Com a União Ibérica, todos os domínios portugueses passaram a pertencer à Espanha.A União Ibérica acabou provocando as Invasões Holandesas no Brasil do sec. XII.

Durante a chamada Dinastia Filipina (União Ibérica, no Brasil), período entre 1580 e 1640, quando Portugal e suas colônias passaram ao poder da Espanha, os Países Baixos lutavam pela sua emancipação do domínio espanhol, o que aconteceu em 1581. Em represália Filipe II de Espanha, proibiu o comércio espanhol/ português com os seus portos, o que afetava diretamente o comércio do açúcar do Brasil, onde os neerlandeses eram tradicionais investidores na economia açucareira.

Com esta proibição, os neerlandeses dedicaram-se ao comércio no oceano Índico, formando a Companhia das Índias Orientais (1602), que passava a controlar o comércio oriental, o que garantia altíssimos lucros.

O êxito dessa experiência levou os neerlandeses à fundação da Companhia das Índias Ocidentais (1621). O maior objetivo da nova Companhia era retomar o comércio do açúcar produzido no Nordeste do Brasil.

Cronologia:

1624-1625 - Invasão de Salvador, na Bahia
1630-1654 - Invasão de Recife e Olinda, em Pernambuco
1630-1637 - Fase de resistência ao invasor
1637-1644 - Administração de Maurício de Nassau
1644-1654 - Insurreição pernambucana



A Insurreição pernambucana

Foi o movimento que expulsou os neerlandeses do Brasil, unindo forças lideradas pelo senhor de engenho André Vidal de Negreiros, pelo afro-descendente Henrique Dias e pelo indígena Felipe Camarão.

Quando ocorreu a Restauração portuguesa, o Estado do Brasil se pronunciou em favor do Duque de Bragança (1640), entrando em uma trégua de dez anos com os Países Baixos.

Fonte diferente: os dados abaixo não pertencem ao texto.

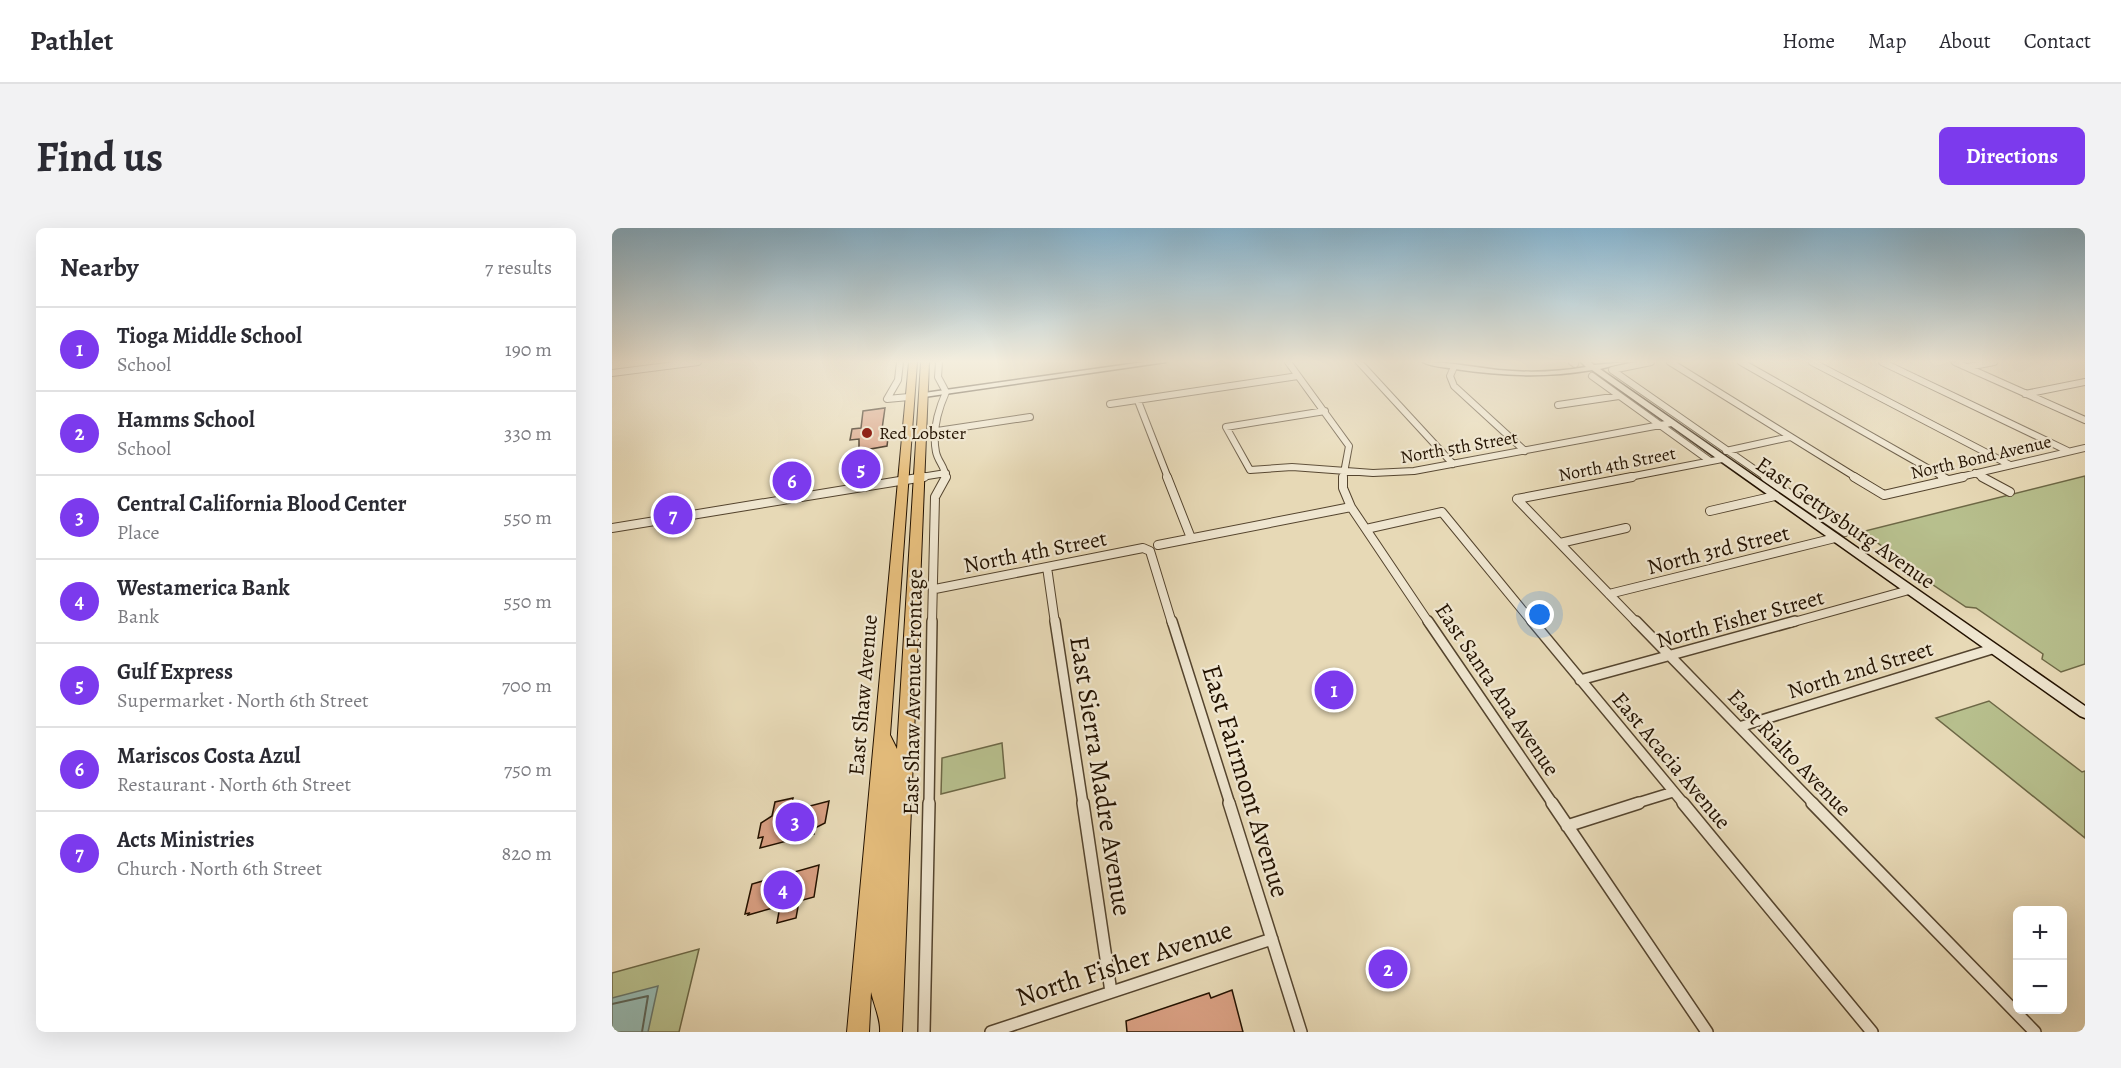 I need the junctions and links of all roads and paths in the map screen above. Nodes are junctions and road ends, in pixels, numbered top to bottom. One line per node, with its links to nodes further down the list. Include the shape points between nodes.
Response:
1 (915, 400): 38 (main road, East Shaw Avenue)
2 (916, 400): 37 (main road, East Shaw Avenue)
3 (943, 400): 25 (street)
4 (1138, 400): 5 (street); 18 (street); 49 (street)
5 (1141, 400)
6 (1316, 400): 20 (street, East Santa Ana Avenue)
7 (1394, 400): 31 (street)
8 (1469, 400): 28 (street)
9 (1595, 400): 19 (street)
10 (1625, 400): 23 (street, East Gettysburg Avenue)
11 (1632, 400): 23 (street, East Gettysburg Avenue)
12 (1650, 400): 30 (street, East Gettysburg Avenue)
13 (1730, 400): 26 (street)
14 (1807, 400): 39 (street)
15 (1884, 400): 32 (street)
16 (1960, 400): 29 (street)
17 (2038, 400): 22 (street)
18 (1110, 404)
19 (1558, 405)
20 (1325, 411): 24 (street); 34 (street, East Santa Ana Avenue, via 1350,447)
21 (1030, 417): 25 (street)
22 (2085, 420)
23 (1665, 424): 28 (street, North 5th Street); 30 (street, East Gettysburg Avenue)
24 (1226, 427): 33 (street)
25 (937, 431): 35 (street, via 936,454)
26 (1790, 437): 30 (street); 39 (street, North Bond Avenue, via 1884,495)
27 (2085, 448): 29 (street, North Bond Avenue)
28 (1525, 451): 31 (street, North 5th Street)
29 (2068, 451): 32 (street, North Bond Avenue)
30 (1718, 456): 41 (street, East Gettysburg Avenue); 42 (street, North 4th Street); 48 (street, East Gettysburg Avenue)
31 (1453, 464): 34 (street, North 5th Street, via 1400,474)
32 (2010, 465): 36 (street, North Bond Avenue)
33 (1250, 470): 34 (street, North 5th Street, via 1283,465)
34 (1345, 470): 43 (street, East Santa Ana Avenue, via 1341,489)
35 (946, 473): 37 (street); 55 (street, East Shaw Avenue Frontage, via 935,497)
36 (1975, 473): 39 (street, North Bond Avenue); 40 (street)
37 (920, 477): 38 (street); 65 (main road, East Shaw Avenue)
38 (904, 480): 45 (street); 63 (main road, East Shaw Avenue)
39 (1948, 480)
40 (2010, 492)
41 (1775, 496): 44 (street); 50 (street, East Gettysburg Avenue)
42 (1517, 499): 51 (street, East Rialto Avenue)
43 (1351, 507): 47 (street, East Santa Ana Avenue); 49 (street)
44 (1710, 511)
45 (612, 528)
46 (1626, 528): 51 (street)
47 (1366, 529): 60 (street, East Acacia Avenue, via 1442,512); 66 (street, East Santa Ana Avenue)
48 (1845, 532)
49 (1191, 538): 52 (street)
50 (1835, 538): 56 (street, East Gettysburg Avenue); 57 (street, North 3rd Street)
51 (1560, 543): 57 (street, East Rialto Avenue)
52 (1158, 545)
53 (1143, 548): 54 (street, North 4th Street); 68 (street, East Fairmont Avenue, via 1150,551)
54 (1047, 567): 55 (street, North 4th Street); 69 (street, East Sierra Madre Avenue)
55 (934, 590): 73 (street, East Shaw Avenue Frontage)
56 (1909, 590): 58 (street, East Gettysburg Avenue); 59 (street, North Fisher Street)
57 (1609, 594): 59 (street, East Rialto Avenue)
58 (1992, 649): 61 (street, East Gettysburg Avenue); 62 (street, North 2nd Street)
59 (1670, 656): 60 (street, North Fisher Street); 62 (street, East Rialto Avenue)
60 (1580, 680): 64 (street, East Acacia Avenue)
61 (2085, 713)
62 (1739, 727): 70 (street, East Rialto Avenue)
63 (883, 734): 65 (main road, via 892,754 888,820 890,824); 67 (main road, East Shaw Avenue)
64 (1673, 792): 66 (street); 77 (street, East Acacia Avenue)
65 (902, 823): 72 (main road, East Shaw Avenue)
66 (1567, 826): 76 (street, East Santa Ana Avenue)
67 (875, 831): 71 (main road, East Shaw Avenue); 72 (main road, via 885,834 888,842 879,980)
68 (1272, 939): 69 (street, North Fisher Avenue); 75 (street, East Fairmont Avenue)
69 (1111, 992): 74 (street, North Fisher Avenue)
70 (2032, 1031)
71 (858, 1032)
72 (891, 1032)
73 (924, 1032)
74 (991, 1032)
75 (1301, 1032)
76 (1707, 1032)
77 (1872, 1032)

No nordeste do Brasil, os engenhos de cana-de-açúcar viviam dificuldades num ano de pragas e seca, pressionados pela WIC que passou a cobrar a liquidação das dívidas aos inadimplentes em um postura contrária do administrador Maurício de Nassau. Essa conjuntura levou à eclosão da Insurreição pernambucana, que culminou com a extinção do domínio neerlandês no Brasil.

De acordo com as correntes historiográficas tradicionais em História do Brasil, esse movimento assinala o início do nacionalismo brasileiro, pois os elementos étnicos brancos, africanos e indígenas fundiram os seus interesses na luta pelo Brasil e não por Portugal.

Consequências

Em conseqüência das invasões ao nordeste do Brasil, o capital neerlandês passou a dominar todas as etapas da produção de açúcar, do plantio da cana-de-açúcar ao refino e distribuição. Com o controle do mercado fornecedor de escravos africanos, passou a investir na região das Antilhas.

O açúcar produzido nessa região tinha um menor custo de produção devido, entre outros, à isenção de impostos sobre a mão-de-obra (tributada pela Coroa portuguesa) e ao menor custo de transporte. Sem capitais para investir, com dificuldades para aquisição de mão-de-obra e sem dominar o processo de refino e distribuição, o açúcar português não consegue concorrer no mercado internacional, mergulhando a economia do Brasil em crise que atravessará a segunda metade do século XVII até a descoberta de ouro nas Minas Gerais.